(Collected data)
++++++++++
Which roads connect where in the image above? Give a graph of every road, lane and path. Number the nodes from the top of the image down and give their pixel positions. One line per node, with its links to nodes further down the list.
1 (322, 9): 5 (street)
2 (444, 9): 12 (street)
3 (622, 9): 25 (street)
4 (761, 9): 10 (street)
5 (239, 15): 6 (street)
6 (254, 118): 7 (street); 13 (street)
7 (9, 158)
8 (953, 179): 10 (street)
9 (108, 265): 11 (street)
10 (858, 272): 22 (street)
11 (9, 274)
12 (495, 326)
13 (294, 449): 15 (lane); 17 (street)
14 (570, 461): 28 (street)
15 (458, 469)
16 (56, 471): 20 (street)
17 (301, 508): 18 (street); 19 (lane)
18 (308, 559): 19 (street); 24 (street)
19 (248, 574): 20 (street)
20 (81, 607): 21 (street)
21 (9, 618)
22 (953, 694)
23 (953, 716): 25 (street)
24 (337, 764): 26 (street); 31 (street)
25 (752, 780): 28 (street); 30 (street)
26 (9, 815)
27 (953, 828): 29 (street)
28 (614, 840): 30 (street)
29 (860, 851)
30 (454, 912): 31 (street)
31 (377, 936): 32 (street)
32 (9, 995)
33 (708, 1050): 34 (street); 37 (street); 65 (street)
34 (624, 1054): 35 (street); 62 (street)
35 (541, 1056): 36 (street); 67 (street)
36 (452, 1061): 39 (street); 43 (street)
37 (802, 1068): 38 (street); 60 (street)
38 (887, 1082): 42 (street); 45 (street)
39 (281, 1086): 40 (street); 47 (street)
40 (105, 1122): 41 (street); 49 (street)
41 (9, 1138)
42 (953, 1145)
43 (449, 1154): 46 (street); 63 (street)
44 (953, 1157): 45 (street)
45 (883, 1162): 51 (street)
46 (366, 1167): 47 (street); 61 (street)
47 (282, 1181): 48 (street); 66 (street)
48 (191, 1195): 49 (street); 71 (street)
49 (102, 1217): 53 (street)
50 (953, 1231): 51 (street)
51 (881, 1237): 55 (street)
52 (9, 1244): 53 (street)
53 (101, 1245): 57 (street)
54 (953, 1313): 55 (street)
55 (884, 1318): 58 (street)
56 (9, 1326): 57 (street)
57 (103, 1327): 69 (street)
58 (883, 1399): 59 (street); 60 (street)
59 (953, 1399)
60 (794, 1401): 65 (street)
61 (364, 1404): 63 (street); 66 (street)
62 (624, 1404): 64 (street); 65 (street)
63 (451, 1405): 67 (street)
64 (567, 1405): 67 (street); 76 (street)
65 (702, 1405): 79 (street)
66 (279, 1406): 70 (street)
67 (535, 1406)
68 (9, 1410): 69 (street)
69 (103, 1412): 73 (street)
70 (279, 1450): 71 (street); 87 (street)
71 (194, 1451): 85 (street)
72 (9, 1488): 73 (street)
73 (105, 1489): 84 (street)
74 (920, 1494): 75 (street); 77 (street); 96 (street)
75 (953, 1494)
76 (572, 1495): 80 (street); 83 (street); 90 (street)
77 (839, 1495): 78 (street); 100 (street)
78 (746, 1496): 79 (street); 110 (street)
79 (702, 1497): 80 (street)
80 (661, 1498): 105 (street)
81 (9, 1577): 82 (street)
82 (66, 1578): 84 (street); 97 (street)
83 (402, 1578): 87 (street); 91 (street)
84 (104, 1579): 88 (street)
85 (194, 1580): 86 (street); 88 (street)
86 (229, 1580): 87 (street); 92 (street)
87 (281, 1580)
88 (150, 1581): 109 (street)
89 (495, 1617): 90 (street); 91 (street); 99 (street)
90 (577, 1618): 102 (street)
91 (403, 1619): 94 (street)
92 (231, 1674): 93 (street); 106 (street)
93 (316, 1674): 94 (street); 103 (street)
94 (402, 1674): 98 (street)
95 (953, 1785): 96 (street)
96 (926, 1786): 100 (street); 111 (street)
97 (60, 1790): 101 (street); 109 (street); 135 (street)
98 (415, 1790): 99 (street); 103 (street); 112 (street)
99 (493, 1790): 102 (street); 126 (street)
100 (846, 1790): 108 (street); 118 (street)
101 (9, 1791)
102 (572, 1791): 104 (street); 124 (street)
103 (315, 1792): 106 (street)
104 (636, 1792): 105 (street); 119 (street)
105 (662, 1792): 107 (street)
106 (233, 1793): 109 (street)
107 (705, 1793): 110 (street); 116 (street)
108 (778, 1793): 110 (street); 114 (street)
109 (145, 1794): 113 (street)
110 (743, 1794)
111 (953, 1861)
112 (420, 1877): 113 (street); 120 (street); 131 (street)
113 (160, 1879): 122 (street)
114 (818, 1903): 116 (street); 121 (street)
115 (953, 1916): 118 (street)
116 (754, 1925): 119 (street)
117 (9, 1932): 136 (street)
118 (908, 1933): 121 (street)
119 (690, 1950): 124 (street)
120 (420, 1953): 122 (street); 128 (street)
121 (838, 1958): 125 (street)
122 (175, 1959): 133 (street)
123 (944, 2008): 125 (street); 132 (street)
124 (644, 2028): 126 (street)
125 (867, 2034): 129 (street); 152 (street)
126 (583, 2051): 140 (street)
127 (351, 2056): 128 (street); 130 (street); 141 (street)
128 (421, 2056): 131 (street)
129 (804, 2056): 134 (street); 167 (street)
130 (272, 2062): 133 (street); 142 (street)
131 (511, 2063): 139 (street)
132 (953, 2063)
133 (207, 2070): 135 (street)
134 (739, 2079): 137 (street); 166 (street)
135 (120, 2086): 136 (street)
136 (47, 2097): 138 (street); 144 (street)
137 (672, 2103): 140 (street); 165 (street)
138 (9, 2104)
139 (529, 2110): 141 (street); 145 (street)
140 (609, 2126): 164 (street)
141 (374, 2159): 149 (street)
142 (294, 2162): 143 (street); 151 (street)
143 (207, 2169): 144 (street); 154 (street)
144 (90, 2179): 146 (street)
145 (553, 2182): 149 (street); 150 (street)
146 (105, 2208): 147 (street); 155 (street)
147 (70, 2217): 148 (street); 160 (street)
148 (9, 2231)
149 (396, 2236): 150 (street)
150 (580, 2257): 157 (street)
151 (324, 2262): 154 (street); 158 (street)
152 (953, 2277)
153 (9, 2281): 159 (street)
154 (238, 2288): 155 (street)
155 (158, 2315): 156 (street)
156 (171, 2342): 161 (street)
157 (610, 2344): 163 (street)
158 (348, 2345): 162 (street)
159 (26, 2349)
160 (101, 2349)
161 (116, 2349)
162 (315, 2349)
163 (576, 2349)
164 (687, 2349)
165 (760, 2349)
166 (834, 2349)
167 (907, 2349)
++++++++++
* EXERCISE
The job here is to find each line above with the word "lane" and copy it.

* EXERCISE SOLUTION
Which roads connect where in the image above? Give a graph of every road, lane and path. Number the nodes from the top of the image down and give their pixel positions. One line per node, with its links to nodes further down the list.
13 (294, 449): 15 (lane); 17 (street)
17 (301, 508): 18 (street); 19 (lane)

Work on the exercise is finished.